Khartoum cholera toll soars to 1,540 in 3 days as health system crashes

A cholera outbreak in Sudan’s capital Khartoum has killed at least 1,540 people in the past three days, the Sudanese Doctors Syndicate said on Friday, warning that the war-battered health system is close to collapse.

The syndicate’s preparatory committee said deaths in Khartoum and neighbouring Omdurman had “risen sharply” this week as hospitals run out of staff, medicines and clean water. About 80% of facilities in active conflict zones are shut and nearly half of those elsewhere have closed, it added.

Cases are also climbing outside the capital. Authorities recorded 91 infections and 10 deaths in Nyala, South Darfur, and 100 new cases with 15 deaths at Rahad Hospital in North Kordofan. Further outbreaks were reported in El Fasher, the Kassab camp for displaced people, El Daein and El Geneina.

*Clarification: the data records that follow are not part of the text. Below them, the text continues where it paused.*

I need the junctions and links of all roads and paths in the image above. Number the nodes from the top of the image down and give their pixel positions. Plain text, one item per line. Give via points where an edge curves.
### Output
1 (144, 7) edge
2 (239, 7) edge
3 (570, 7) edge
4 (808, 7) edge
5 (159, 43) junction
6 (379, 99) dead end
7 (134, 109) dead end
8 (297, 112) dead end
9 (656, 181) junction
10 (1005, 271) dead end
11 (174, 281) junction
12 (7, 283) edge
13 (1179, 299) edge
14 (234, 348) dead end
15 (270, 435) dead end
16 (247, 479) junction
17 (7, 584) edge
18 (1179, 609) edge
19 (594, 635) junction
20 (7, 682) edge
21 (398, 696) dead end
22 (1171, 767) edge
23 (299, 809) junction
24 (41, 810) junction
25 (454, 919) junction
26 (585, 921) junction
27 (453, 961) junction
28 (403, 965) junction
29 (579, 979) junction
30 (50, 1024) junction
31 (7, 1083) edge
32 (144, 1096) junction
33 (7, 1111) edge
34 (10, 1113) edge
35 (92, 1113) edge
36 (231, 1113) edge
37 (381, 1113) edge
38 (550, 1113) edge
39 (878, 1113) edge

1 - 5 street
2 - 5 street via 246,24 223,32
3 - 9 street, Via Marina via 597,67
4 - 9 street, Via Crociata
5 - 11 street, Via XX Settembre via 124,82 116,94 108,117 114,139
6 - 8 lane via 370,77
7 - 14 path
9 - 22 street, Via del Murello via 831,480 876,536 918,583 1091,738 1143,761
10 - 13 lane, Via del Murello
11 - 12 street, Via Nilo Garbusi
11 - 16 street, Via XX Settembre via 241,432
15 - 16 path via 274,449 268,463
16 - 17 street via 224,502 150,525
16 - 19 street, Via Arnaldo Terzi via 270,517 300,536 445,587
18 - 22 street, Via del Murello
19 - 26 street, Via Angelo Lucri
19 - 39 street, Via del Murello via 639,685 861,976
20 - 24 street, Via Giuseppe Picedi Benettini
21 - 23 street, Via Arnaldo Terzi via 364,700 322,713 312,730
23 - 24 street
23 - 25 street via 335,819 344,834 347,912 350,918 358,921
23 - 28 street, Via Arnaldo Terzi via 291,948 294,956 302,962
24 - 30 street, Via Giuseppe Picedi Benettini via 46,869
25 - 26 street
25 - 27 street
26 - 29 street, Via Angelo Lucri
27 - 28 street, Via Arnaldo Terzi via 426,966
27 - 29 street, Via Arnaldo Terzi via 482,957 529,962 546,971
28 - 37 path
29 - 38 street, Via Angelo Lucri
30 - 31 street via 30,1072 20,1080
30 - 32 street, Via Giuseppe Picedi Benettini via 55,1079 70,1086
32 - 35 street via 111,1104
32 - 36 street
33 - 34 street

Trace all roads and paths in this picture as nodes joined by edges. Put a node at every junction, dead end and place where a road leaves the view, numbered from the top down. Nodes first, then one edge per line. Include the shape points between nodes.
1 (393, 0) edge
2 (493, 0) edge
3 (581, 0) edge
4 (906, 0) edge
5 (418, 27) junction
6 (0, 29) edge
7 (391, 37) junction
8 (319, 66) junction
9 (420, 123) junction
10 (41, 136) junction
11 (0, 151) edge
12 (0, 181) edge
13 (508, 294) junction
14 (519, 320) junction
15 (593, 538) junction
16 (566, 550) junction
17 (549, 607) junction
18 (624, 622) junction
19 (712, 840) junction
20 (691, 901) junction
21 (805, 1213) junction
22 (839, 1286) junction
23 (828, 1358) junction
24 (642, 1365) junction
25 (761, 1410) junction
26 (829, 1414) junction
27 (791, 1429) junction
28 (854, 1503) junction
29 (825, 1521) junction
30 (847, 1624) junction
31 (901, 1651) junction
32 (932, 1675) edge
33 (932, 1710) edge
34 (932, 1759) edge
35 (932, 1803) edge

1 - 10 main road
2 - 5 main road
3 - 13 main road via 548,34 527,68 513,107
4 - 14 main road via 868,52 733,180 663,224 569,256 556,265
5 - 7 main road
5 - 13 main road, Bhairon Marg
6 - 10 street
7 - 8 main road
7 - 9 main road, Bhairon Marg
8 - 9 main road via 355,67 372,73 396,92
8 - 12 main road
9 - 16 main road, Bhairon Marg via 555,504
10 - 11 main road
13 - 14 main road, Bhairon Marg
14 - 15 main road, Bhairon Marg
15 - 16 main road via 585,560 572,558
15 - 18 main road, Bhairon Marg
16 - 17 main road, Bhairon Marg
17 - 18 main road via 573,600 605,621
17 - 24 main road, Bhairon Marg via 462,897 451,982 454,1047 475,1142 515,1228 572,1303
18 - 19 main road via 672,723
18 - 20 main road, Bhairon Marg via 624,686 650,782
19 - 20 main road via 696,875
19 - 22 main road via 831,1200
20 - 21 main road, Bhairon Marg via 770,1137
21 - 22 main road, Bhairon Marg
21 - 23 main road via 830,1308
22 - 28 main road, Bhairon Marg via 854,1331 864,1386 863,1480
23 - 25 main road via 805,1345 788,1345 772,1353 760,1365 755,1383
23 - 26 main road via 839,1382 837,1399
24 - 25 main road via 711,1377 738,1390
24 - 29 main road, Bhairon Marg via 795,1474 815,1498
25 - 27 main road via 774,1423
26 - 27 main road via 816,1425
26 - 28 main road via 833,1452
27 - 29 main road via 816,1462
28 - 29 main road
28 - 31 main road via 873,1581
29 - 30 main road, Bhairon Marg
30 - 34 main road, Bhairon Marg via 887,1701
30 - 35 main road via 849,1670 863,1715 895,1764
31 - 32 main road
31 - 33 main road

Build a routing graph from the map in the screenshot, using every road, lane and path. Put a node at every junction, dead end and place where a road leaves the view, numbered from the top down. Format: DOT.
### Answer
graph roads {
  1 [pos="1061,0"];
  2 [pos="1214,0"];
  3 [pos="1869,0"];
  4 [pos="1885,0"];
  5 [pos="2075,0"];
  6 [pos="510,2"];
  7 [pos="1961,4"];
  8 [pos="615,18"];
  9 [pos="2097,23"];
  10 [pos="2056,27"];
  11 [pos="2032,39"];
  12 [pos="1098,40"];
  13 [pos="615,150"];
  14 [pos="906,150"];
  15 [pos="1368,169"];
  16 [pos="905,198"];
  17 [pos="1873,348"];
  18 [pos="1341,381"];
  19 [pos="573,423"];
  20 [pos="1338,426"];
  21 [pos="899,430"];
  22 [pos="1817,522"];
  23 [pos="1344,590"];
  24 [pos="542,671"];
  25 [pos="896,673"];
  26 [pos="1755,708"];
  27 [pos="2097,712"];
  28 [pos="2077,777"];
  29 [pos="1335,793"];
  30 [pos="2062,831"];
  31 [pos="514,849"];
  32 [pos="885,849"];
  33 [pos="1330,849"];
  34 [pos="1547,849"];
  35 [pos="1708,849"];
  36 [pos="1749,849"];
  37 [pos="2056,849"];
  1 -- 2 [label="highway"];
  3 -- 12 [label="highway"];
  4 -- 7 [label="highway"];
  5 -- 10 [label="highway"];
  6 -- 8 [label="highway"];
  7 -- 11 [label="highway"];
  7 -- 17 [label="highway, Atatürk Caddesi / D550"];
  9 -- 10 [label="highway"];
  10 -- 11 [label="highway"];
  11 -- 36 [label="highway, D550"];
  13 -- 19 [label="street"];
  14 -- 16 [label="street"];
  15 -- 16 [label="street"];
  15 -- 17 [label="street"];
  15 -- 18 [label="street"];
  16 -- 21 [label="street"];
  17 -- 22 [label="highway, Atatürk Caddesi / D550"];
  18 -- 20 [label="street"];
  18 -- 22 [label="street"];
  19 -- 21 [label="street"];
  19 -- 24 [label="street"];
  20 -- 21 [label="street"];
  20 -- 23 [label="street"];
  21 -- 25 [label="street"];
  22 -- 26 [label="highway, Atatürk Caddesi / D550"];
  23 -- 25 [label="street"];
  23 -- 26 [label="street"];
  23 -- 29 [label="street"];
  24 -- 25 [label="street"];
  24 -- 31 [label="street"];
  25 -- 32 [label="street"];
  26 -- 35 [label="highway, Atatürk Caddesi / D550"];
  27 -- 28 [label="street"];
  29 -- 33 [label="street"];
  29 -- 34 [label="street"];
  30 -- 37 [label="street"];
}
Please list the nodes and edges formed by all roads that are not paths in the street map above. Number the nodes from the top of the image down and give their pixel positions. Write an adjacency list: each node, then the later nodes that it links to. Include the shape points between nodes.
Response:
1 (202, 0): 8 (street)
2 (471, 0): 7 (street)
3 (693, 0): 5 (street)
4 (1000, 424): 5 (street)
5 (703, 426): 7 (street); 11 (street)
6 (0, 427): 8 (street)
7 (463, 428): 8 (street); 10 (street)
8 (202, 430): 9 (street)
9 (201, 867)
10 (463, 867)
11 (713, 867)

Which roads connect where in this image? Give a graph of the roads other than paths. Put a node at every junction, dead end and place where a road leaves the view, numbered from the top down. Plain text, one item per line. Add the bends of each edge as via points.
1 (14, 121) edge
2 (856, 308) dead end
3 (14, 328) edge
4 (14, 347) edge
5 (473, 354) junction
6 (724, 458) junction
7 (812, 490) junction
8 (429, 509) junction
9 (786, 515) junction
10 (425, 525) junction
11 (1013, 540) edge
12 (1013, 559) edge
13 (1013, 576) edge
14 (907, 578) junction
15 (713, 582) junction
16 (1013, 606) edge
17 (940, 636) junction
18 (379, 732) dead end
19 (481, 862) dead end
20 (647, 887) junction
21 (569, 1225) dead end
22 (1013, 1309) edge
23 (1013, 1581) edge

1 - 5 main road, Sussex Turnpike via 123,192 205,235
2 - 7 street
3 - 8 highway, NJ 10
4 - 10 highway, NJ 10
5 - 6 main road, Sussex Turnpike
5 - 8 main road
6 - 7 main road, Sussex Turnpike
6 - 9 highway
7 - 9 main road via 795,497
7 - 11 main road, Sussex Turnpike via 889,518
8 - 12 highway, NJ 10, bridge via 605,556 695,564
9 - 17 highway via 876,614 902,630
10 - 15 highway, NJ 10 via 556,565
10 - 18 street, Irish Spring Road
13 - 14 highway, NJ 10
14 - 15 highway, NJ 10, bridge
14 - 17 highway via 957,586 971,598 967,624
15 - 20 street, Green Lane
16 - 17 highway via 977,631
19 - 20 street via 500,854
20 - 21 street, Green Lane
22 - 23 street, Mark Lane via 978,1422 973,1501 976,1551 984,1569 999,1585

Health officials fear the rainy season will accelerate the spread of cholera as well as measles and dengue, with damaged sanitation systems leaving many communities reliant on contaminated water.

Two years of fighting between General al-Burhan’s army (SAF) and the Rapid Support Forces (RSF) have crippled health services, and repeated strikes on clinics have hampered efforts to treat patients and contain disease.

“Unless medicines, clean water and vaccines reach us quickly, total health-system collapse is imminent,” committee spokesman Sayed Mohamed Abdullah said.

Aid agencies have compared conditions in Sudan to humanitarian crises in Gaza, Ukraine and Somalia and are urging donors to expand emergency funding and secure safe corridors for medical supplies.